Return the count of lines in the following records that include "AVENIDA", and nothing more.
Records below:
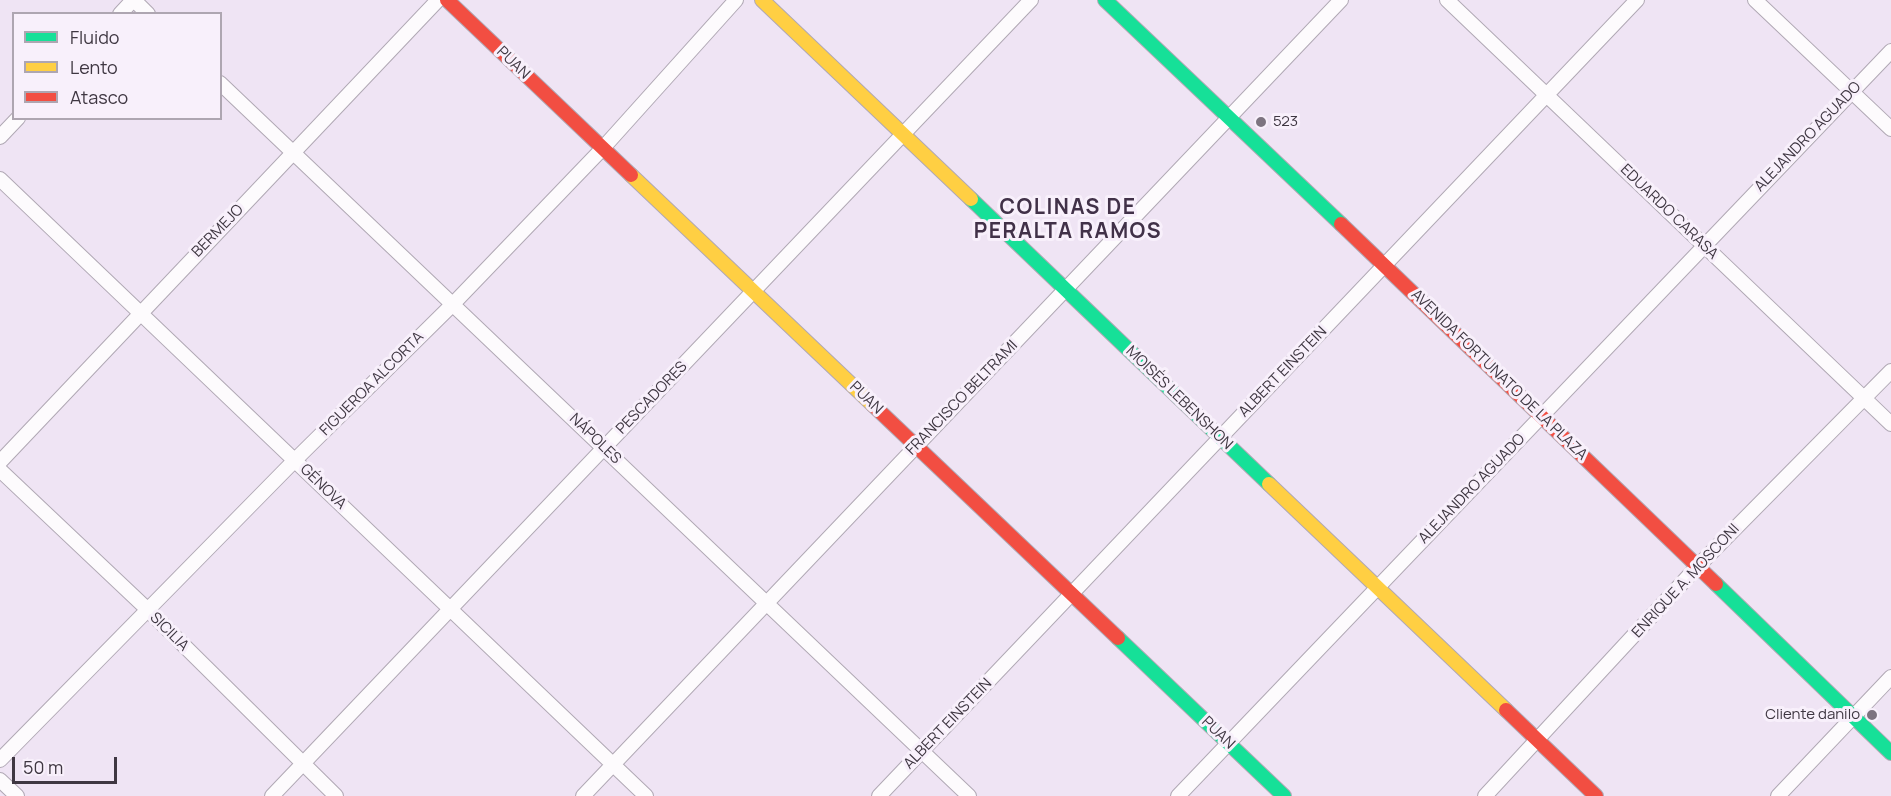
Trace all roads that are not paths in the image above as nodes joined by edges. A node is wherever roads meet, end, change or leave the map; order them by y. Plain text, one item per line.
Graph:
1 (134, 0) edge
2 (438, 0) edge
3 (447, 0) edge
4 (736, 0) edge
5 (762, 0) edge
6 (1031, 0) edge
7 (1105, 0) edge
8 (1341, 0) edge
9 (1447, 0) edge
10 (1637, 0) edge
11 (1755, 0) edge
12 (122, 12) edge
13 (146, 12) edge
14 (1891, 51) edge
15 (222, 85) edge
16 (1852, 92) junction
17 (1547, 95) junction
18 (1229, 118) junction
19 (16, 120) edge
20 (1891, 129) edge
21 (903, 135) junction
22 (0, 137) edge
23 (603, 148) junction
24 (293, 152) junction
25 (0, 179) edge
26 (1704, 246) junction
27 (1384, 266) junction
28 (1065, 289) junction
29 (753, 291) junction
30 (453, 304) junction
31 (140, 313) junction
32 (1891, 371) edge
33 (1864, 399) junction
34 (1542, 416) junction
35 (1891, 424) edge
36 (1220, 438) junction
37 (916, 446) junction
38 (604, 448) junction
39 (295, 460) junction
40 (0, 462) edge
41 (0, 470) edge
42 (1697, 567) junction
43 (1378, 587) junction
44 (1071, 594) junction
45 (768, 604) junction
46 (147, 609) junction
47 (450, 609) junction
48 (1891, 677) edge
49 (1853, 717) junction
50 (1538, 741) junction
51 (1228, 743) junction
52 (922, 751) junction
53 (1891, 753) edge
54 (0, 760) edge
55 (302, 764) junction
56 (613, 765) junction
57 (0, 780) edge
58 (17, 796) edge
59 (272, 796) edge
60 (336, 796) edge
61 (583, 796) edge
62 (646, 796) edge
63 (879, 796) edge
64 (969, 796) edge
65 (1178, 796) edge
66 (1284, 796) edge
67 (1485, 796) edge
68 (1596, 796) edge
69 (1778, 796) edge

1 - 12 street
1 - 13 street
2 - 24 street, BERMEJO
3 - 23 street, PUAN
4 - 23 street, FIGUEROA ALCORTA
5 - 21 street, MOISÉS LEBENSHON
6 - 21 street, PESCADORES
7 - 18 street, AVENIDA FORTUNATO DE LA PLAZA
8 - 18 street, FRANCISCO BELTRAMI
9 - 17 street, EDUARDO CARASA
10 - 17 street, ALBERT EINSTEIN
11 - 16 street
14 - 16 street, ALEJANDRO AGUADO
15 - 24 street, NÁPOLES
16 - 20 street
16 - 26 street, ALEJANDRO AGUADO
17 - 26 street, EDUARDO CARASA
17 - 27 street, ALBERT EINSTEIN
18 - 27 street, AVENIDA FORTUNATO DE LA PLAZA
18 - 28 street, FRANCISCO BELTRAMI
19 - 22 street
21 - 28 street, MOISÉS LEBENSHON
21 - 29 street, PESCADORES
23 - 29 street, PUAN
23 - 30 street, FIGUEROA ALCORTA
24 - 30 street, NÁPOLES
24 - 31 street, BERMEJO
25 - 31 street, GÉNOVA
26 - 33 street, EDUARDO CARASA
26 - 34 street, ALEJANDRO AGUADO
27 - 34 street, AVENIDA FORTUNATO DE LA PLAZA
27 - 36 street, ALBERT EINSTEIN
28 - 36 street, MOISÉS LEBENSHON
28 - 37 street, FRANCISCO BELTRAMI
29 - 37 street, PUAN
29 - 38 street, PESCADORES
30 - 38 street, NÁPOLES
30 - 39 street, FIGUEROA ALCORTA
31 - 39 street, GÉNOVA
31 - 40 street, BERMEJO
32 - 33 street, ENRIQUE A. MOSCONI
33 - 35 street, EDUARDO CARASA
33 - 42 street, ENRIQUE A. MOSCONI
34 - 42 street, AVENIDA FORTUNATO DE LA PLAZA
34 - 43 street, ALEJANDRO AGUADO
36 - 43 street, MOISÉS LEBENSHON
36 - 44 street, ALBERT EINSTEIN
37 - 44 street, PUAN
37 - 45 street, FRANCISCO BELTRAMI
38 - 45 street, NÁPOLES
38 - 47 street, PESCADORES
39 - 46 street, FIGUEROA ALCORTA
39 - 47 street, GÉNOVA
41 - 46 street, SICILIA
42 - 49 street, AVENIDA FORTUNATO DE LA PLAZA
42 - 50 street, ENRIQUE A. MOSCONI
43 - 50 street, MOISÉS LEBENSHON
43 - 51 street, ALEJANDRO AGUADO
44 - 51 street, PUAN
44 - 52 street, ALBERT EINSTEIN
45 - 52 street, NÁPOLES
45 - 56 street, FRANCISCO BELTRAMI
46 - 54 street, FIGUEROA ALCORTA
46 - 55 street, SICILIA
47 - 55 street, PESCADORES
47 - 56 street, GÉNOVA
48 - 49 street
49 - 53 street, AVENIDA FORTUNATO DE LA PLAZA
49 - 69 street
50 - 67 street, ENRIQUE A. MOSCONI
50 - 68 street, MOISÉS LEBENSHON
51 - 65 street, ALEJANDRO AGUADO
51 - 66 street, PUAN
52 - 63 street, ALBERT EINSTEIN
52 - 64 street, NÁPOLES
55 - 59 street, PESCADORES
55 - 60 street, SICILIA
56 - 61 street, FRANCISCO BELTRAMI
56 - 62 street, GÉNOVA
57 - 58 street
End of Records.
Response box: 6